Resolving Performance Interference in SR-IOV Setups with PCIe Quality-of-Service Extensions

PCI Express (PCIe) Single Root I/O Virtualization (SR-IOV) enables low latency and high performance virtualization of I/O devices. It has been embraced in cloud computing and is considered a promising foundation for sharing I/O in future multi-core embedded and mixed-criticality systems. Unfortunately, SR-IOV is vulnerable to Denial-of-Service (DoS) attacks, which cause performance interference. For cloud computing, an approach that mitigates ongoing attacks via software scheduling has been proposed. However, for embedded and mixed-criticality systems, solutions that go beyond mitigation are preferred.
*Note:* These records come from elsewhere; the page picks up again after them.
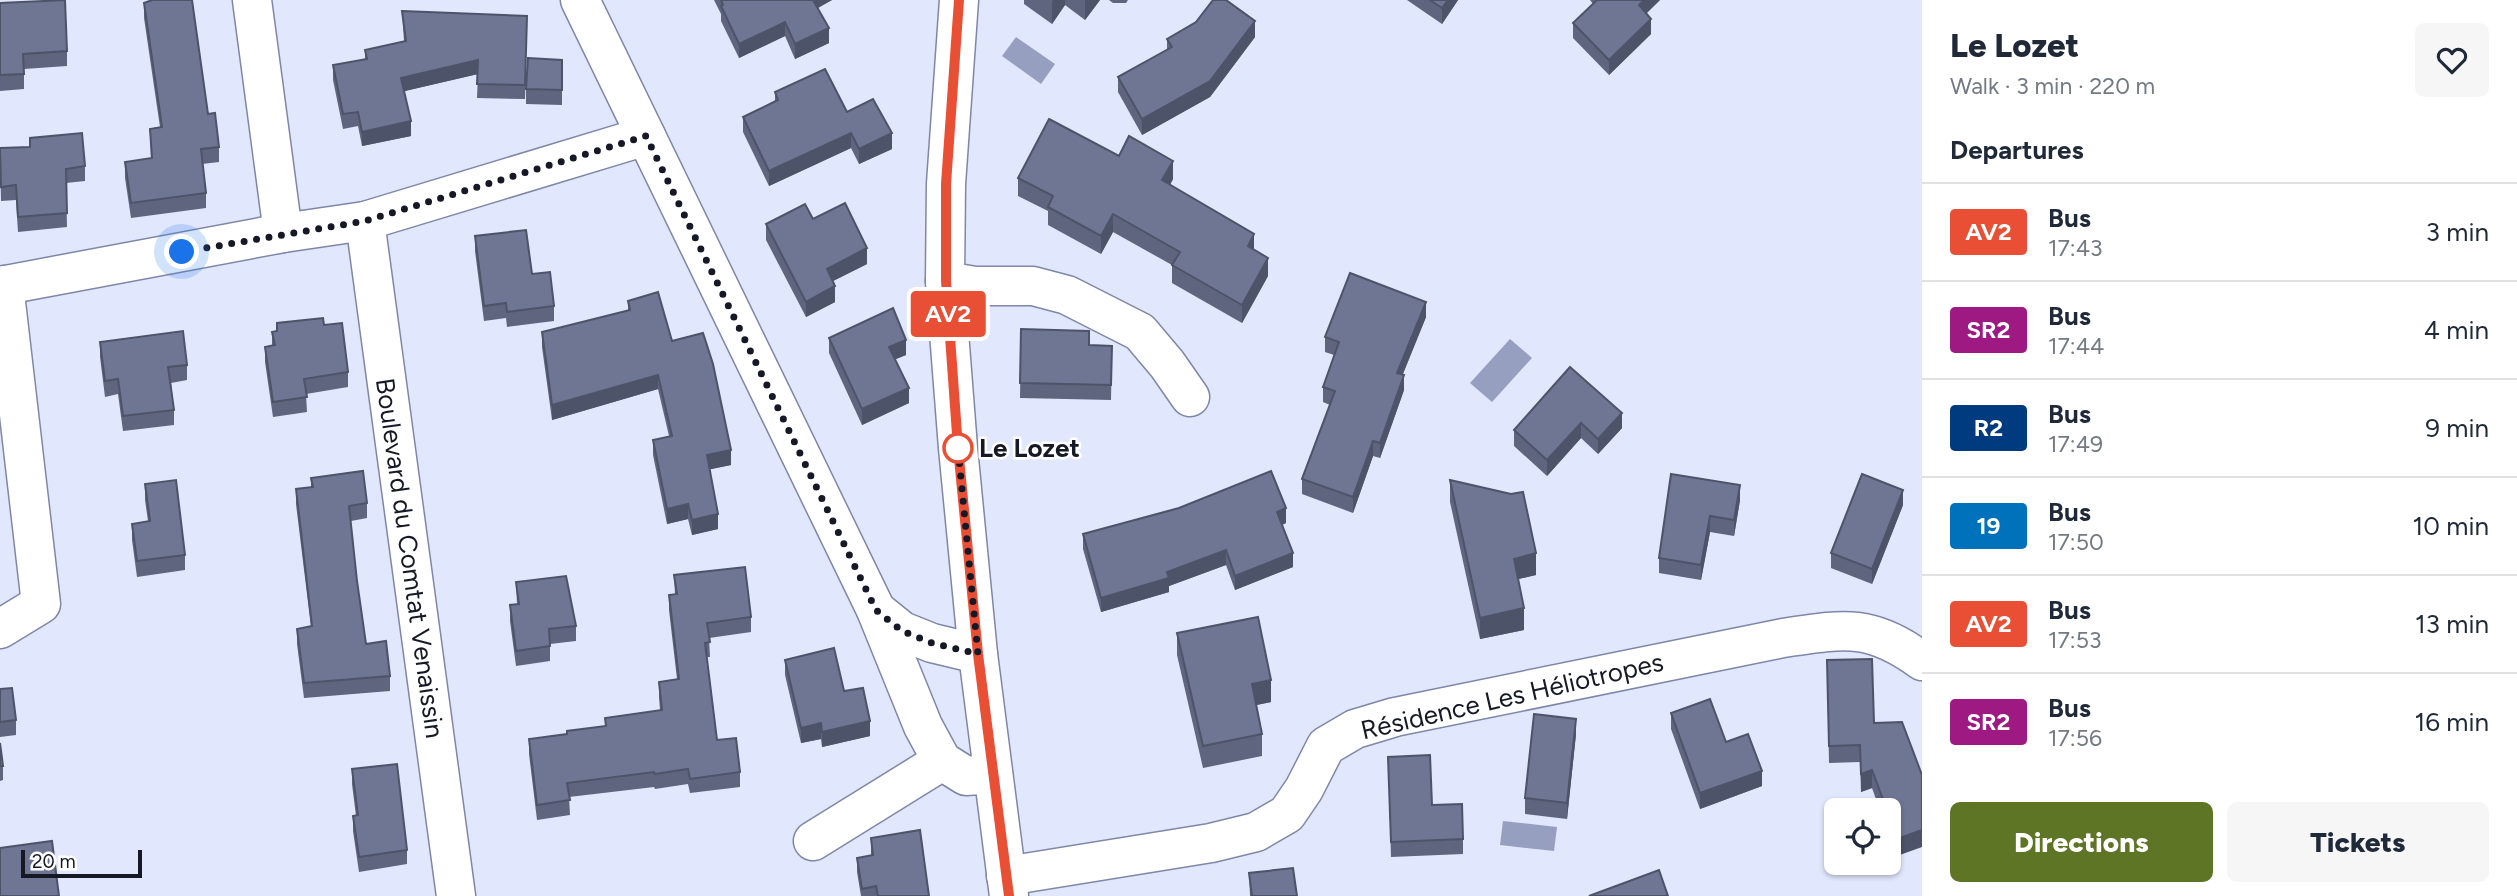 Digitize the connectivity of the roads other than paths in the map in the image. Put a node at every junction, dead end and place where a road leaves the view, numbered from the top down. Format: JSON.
{"nodes":[{"id":1,"x":252,"y":0,"type":"edge"},
{"id":2,"x":580,"y":0,"type":"edge"},
{"id":3,"x":959,"y":0,"type":"edge"},
{"id":4,"x":646,"y":136,"type":"junction"},
{"id":5,"x":365,"y":221,"type":"junction"},
{"id":6,"x":283,"y":233,"type":"junction"},
{"id":7,"x":946,"y":281,"type":"junction"},
{"id":8,"x":2,"y":286,"type":"edge"},
{"id":9,"x":1190,"y":397,"type":"dead end"},
{"id":10,"x":876,"y":610,"type":"junction"},
{"id":11,"x":0,"y":629,"type":"edge"},
{"id":12,"x":978,"y":654,"type":"junction"},
{"id":13,"x":1922,"y":661,"type":"edge"},
{"id":14,"x":942,"y":761,"type":"junction"},
{"id":15,"x":993,"y":774,"type":"junction"},
{"id":16,"x":813,"y":841,"type":"dead end"},
{"id":17,"x":1008,"y":886,"type":"edge"},
{"id":18,"x":456,"y":896,"type":"edge"}],
"edges":[{"from":1,"to":6,"type":"street"},
{"from":2,"to":4,"type":"street"},
{"from":3,"to":7,"type":"street"},
{"from":4,"to":5,"type":"street"},
{"from":4,"to":10,"type":"street"},
{"from":5,"to":6,"type":"street"},
{"from":5,"to":18,"type":"street","name":"Boulevard du Comtat Venaissin"},
{"from":6,"to":8,"type":"street"},
{"from":7,"to":9,"type":"street"},
{"from":7,"to":12,"type":"street"},
{"from":8,"to":11,"type":"street"},
{"from":10,"to":12,"type":"street"},
{"from":10,"to":14,"type":"street"},
{"from":12,"to":15,"type":"street"},
{"from":13,"to":17,"type":"street","name":"Résidence Les Héliotropes"},
{"from":14,"to":15,"type":"street"},
{"from":14,"to":16,"type":"street"},
{"from":15,"to":17,"type":"street"}]}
In this paper, we propose two integrated hardware architectures that completely prevent DoS attacks. As a foundation, we utilize optional Quality-of-Service (QoS) extensions from the PCIe specification. We determine which QoS extensions are needed, and show how virtualized multi-core CPUs need to implement and interface them (an aspect explicitly not covered in the PCIe specification) to enable DoS protection. The two proposed architectures are optimized for different goals, scheduling freedom or minimal hardware costs. As PCIe QoS is absent from current hardware, we evaluate our architectures with a QoS-enabled SystemC model of a real-world lab-setup. Results show that both architectures successfully prevent DoS attacks. To the best of our knowledge, we are the first to explore and evaluate feasibility of PCIe QoS for SR-IOV DoS prevention.